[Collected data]
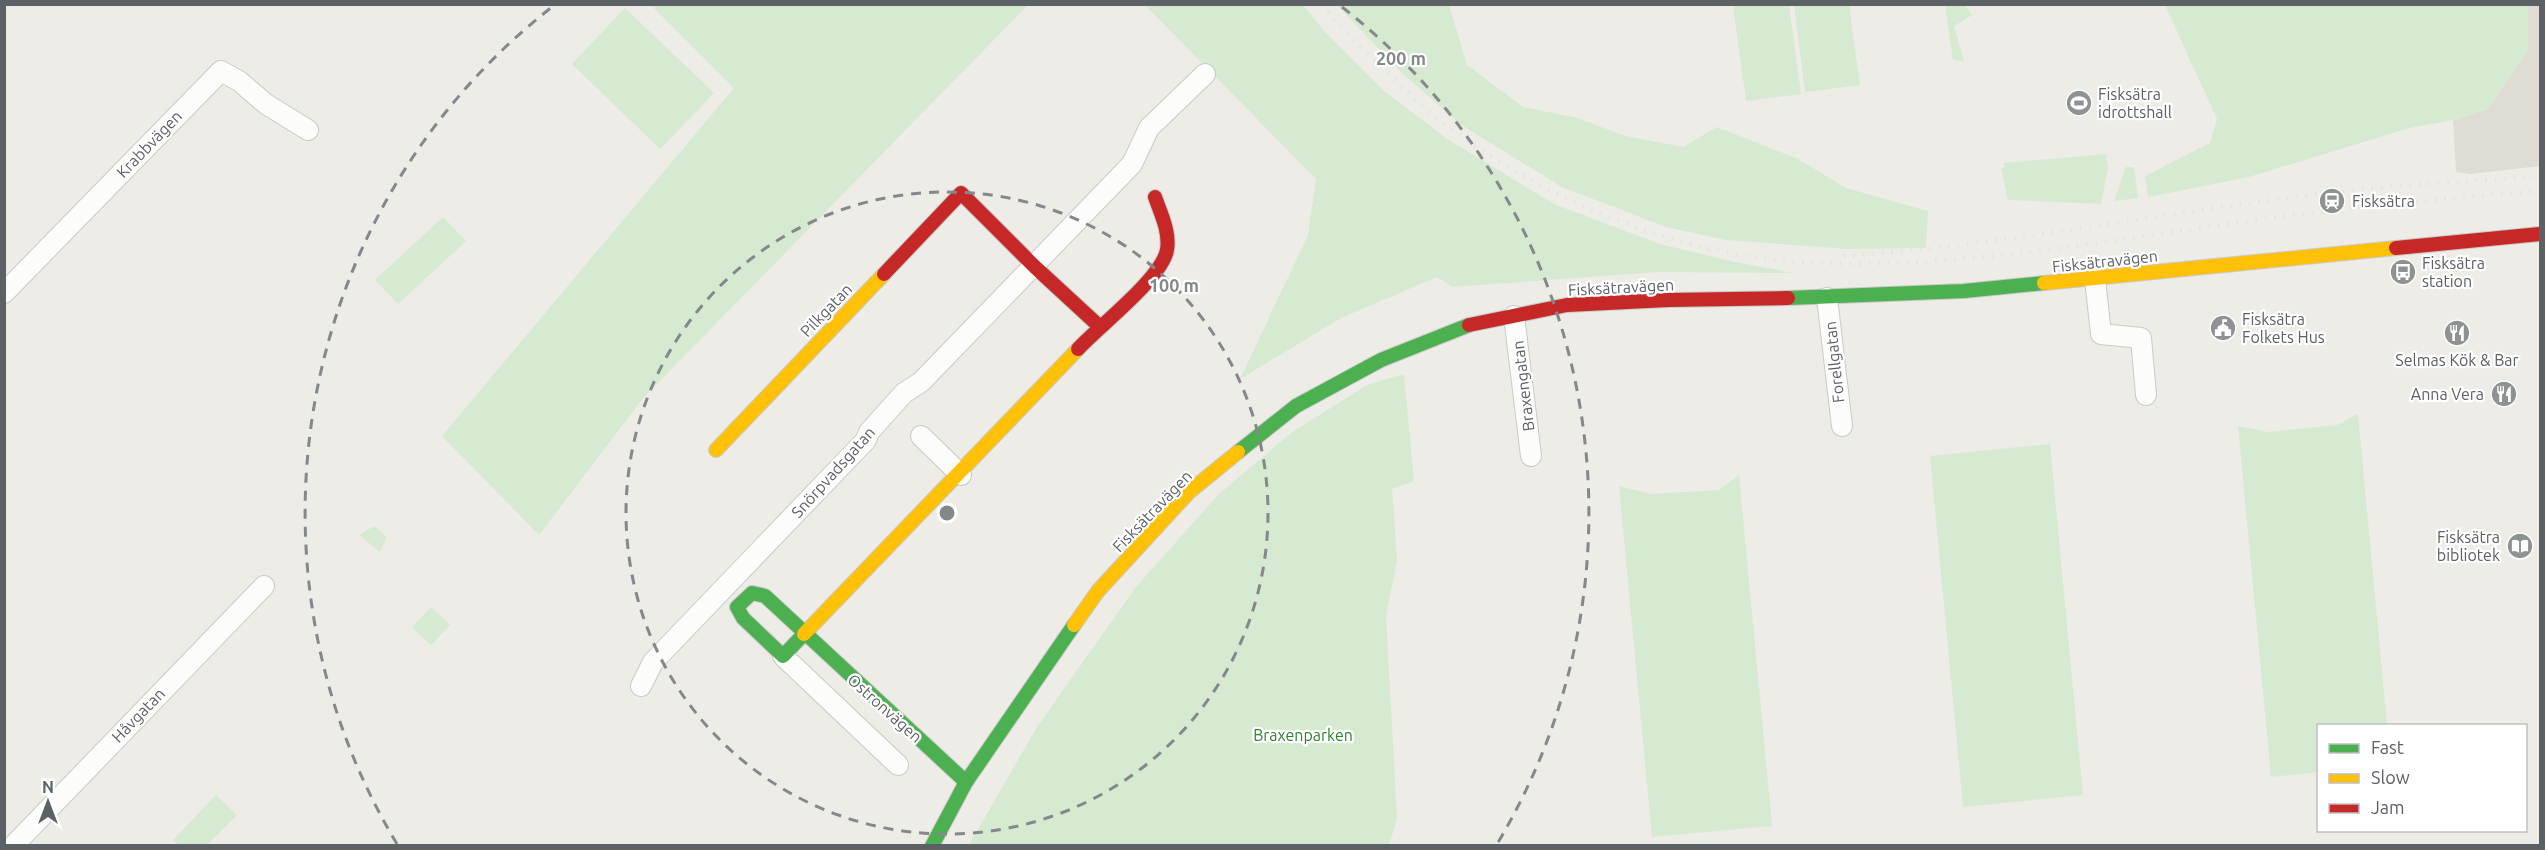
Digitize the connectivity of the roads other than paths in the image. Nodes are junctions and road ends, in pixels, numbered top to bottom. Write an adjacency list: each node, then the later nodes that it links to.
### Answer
1 (1205, 74): 5 (street, Snörpvadsgatan)
2 (308, 130): 7 (street, Krabbvägen)
3 (1155, 197): 10 (street)
4 (2541, 234): 6 (street, Fisksätravägen)
5 (1035, 267): 10 (street); 14 (street, Pilkgatan); 20 (street, Snörpvadsgatan)
6 (2095, 279): 8 (street, Fisksätravägen); 11 (street)
7 (4, 292)
8 (1827, 298): 9 (street, Fisksätravägen); 12 (street, Forellgatan)
9 (1514, 316): 15 (street, Braxengatan); 22 (street, Fisksätravägen)
10 (1100, 326): 16 (street)
11 (2146, 395)
12 (1842, 426)
13 (921, 436): 16 (street)
14 (716, 450)
15 (1531, 456)
16 (961, 475): 18 (street)
17 (264, 586): 23 (street, Håvgatan)
18 (804, 634): 19 (street); 19 (street, Ostronvägen); 22 (street, Ostronvägen)
19 (783, 656): 21 (street, Ostronvägen)
20 (641, 686)
21 (898, 765)
22 (966, 782): 24 (street, Fisksätravägen)
23 (13, 846)
24 (932, 846)

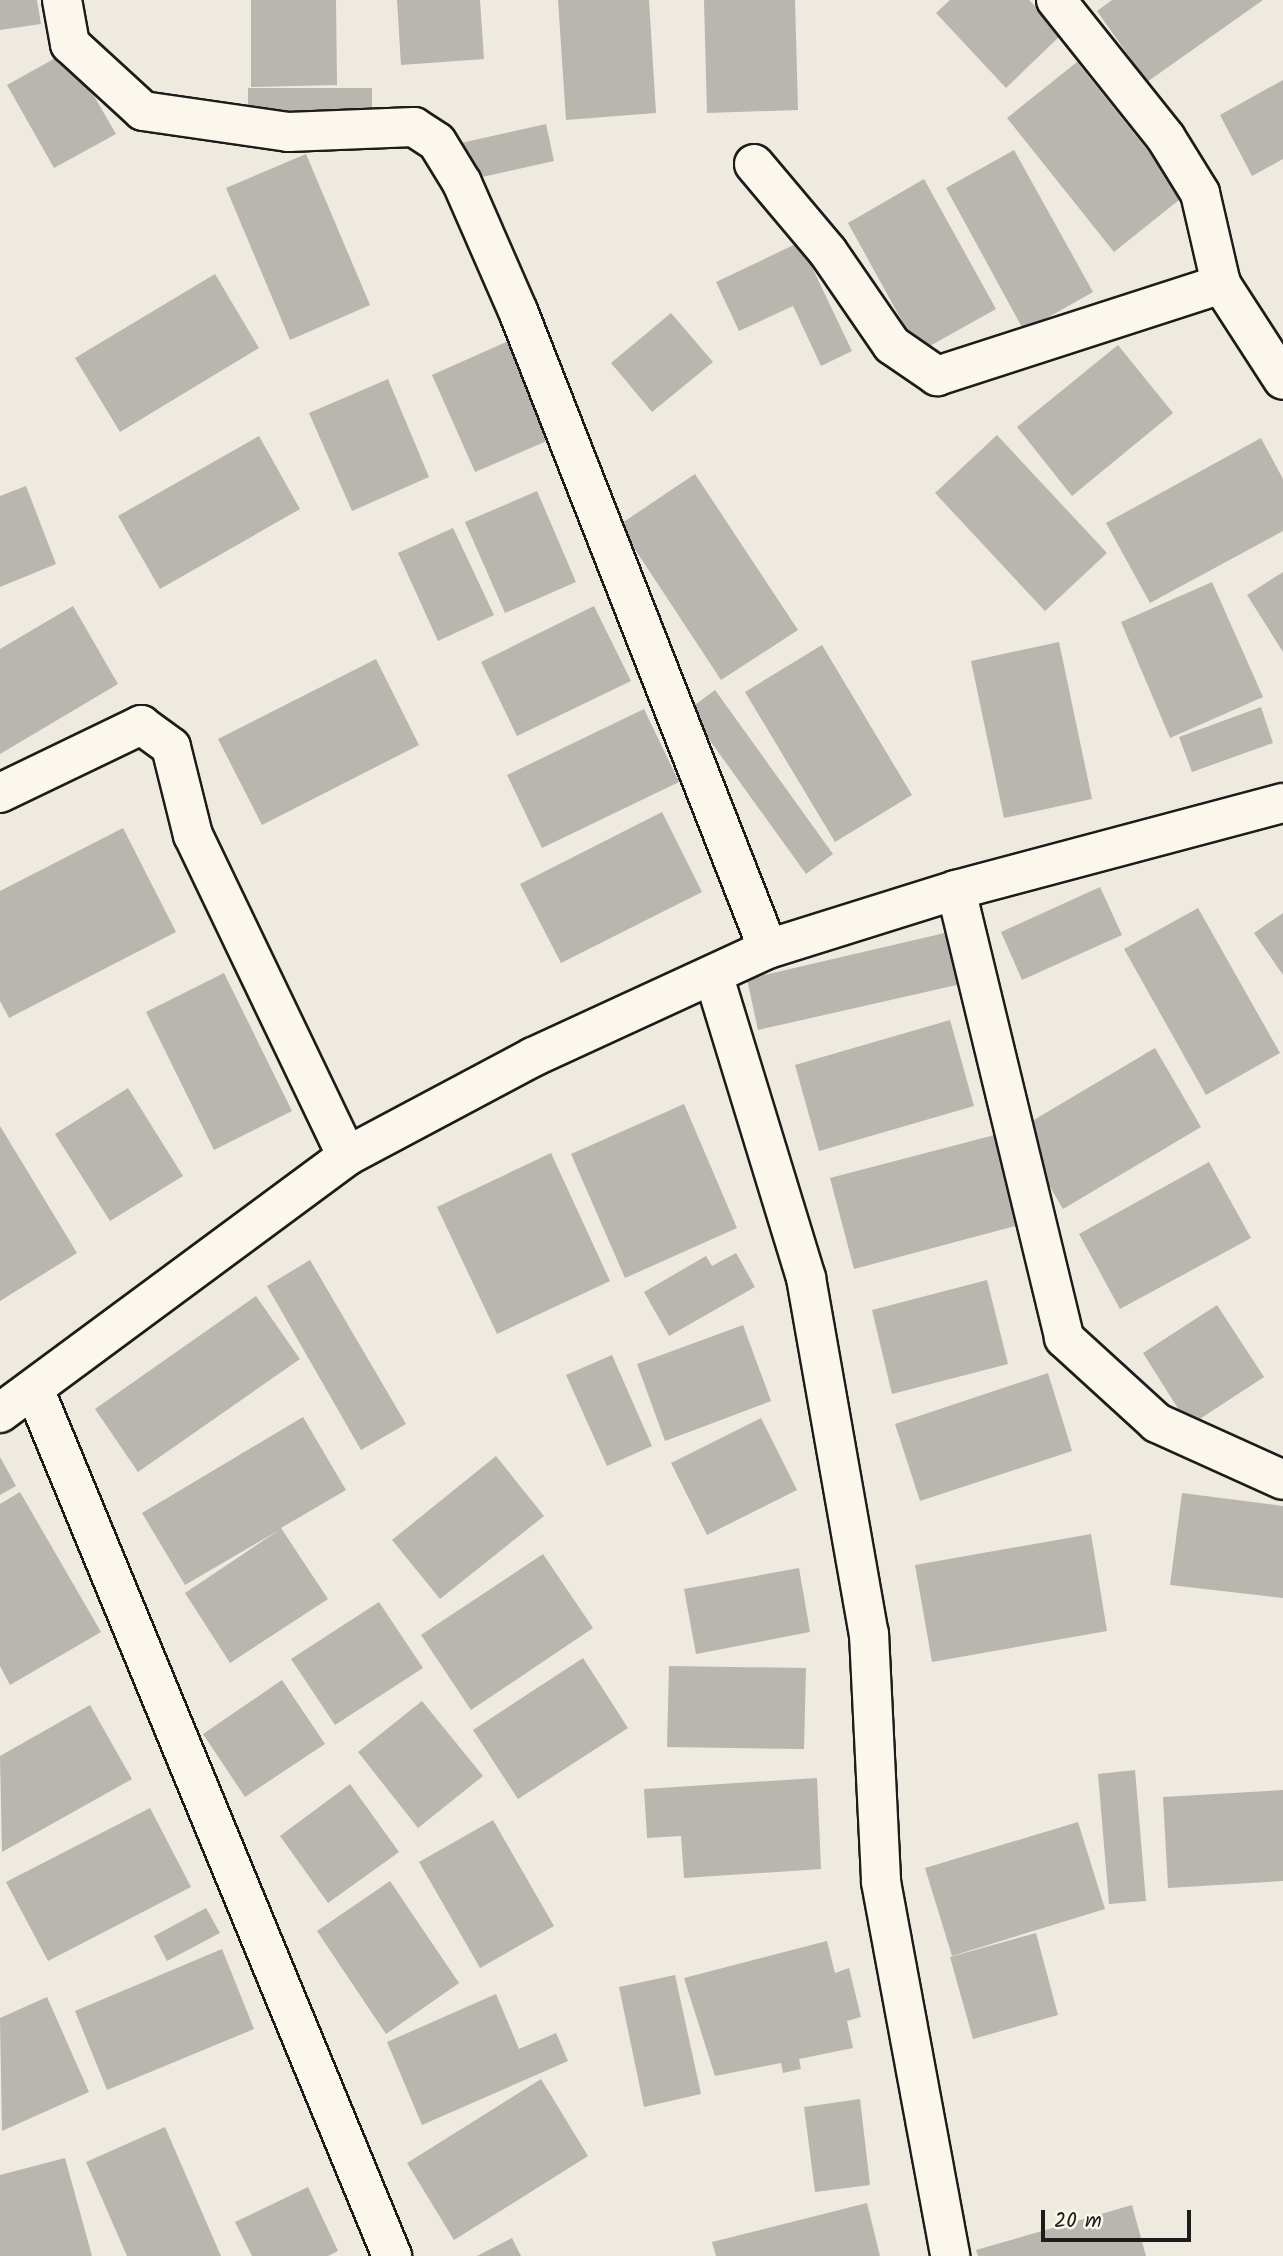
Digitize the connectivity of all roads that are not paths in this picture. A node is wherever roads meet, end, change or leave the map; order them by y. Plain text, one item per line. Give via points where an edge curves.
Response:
1 (62, 0) edge
2 (1056, 0) edge
3 (754, 164) dead end
4 (1222, 285) junction
5 (1283, 380) edge
6 (0, 793) edge
7 (1283, 803) edge
8 (956, 890) junction
9 (768, 949) junction
10 (714, 977) junction
11 (347, 1156) junction
12 (35, 1391) junction
13 (0, 1413) edge
14 (1283, 1480) edge
15 (392, 2256) edge
16 (950, 2256) edge

1 - 9 street via 70,44 143,111 288,132 414,127 437,142 462,183 518,311
2 - 4 street via 1167,138 1200,192
3 - 4 street via 828,252 892,345 937,376
4 - 5 street
6 - 11 street via 141,725 171,747 192,835
7 - 8 street
8 - 9 street
8 - 14 street via 1064,1338 1157,1423
9 - 10 street
10 - 11 street via 534,1057
10 - 16 street via 806,1278 869,1634 881,1882
11 - 12 street
12 - 13 street
12 - 15 street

## WHAT THE TASK REQUIRES
Which lines of the records above contain the word "Digitize"? Show each of them.

## ANSWER
Digitize the connectivity of the roads other than paths in the image. Nodes are junctions and road ends, in pixels, numbered top to bottom. Write an adjacency list: each node, then the later nodes that it links to.
Digitize the connectivity of all roads that are not paths in this picture. A node is wherever roads meet, end, change or leave the map; order them by y. Plain text, one item per line. Give via points where an edge curves.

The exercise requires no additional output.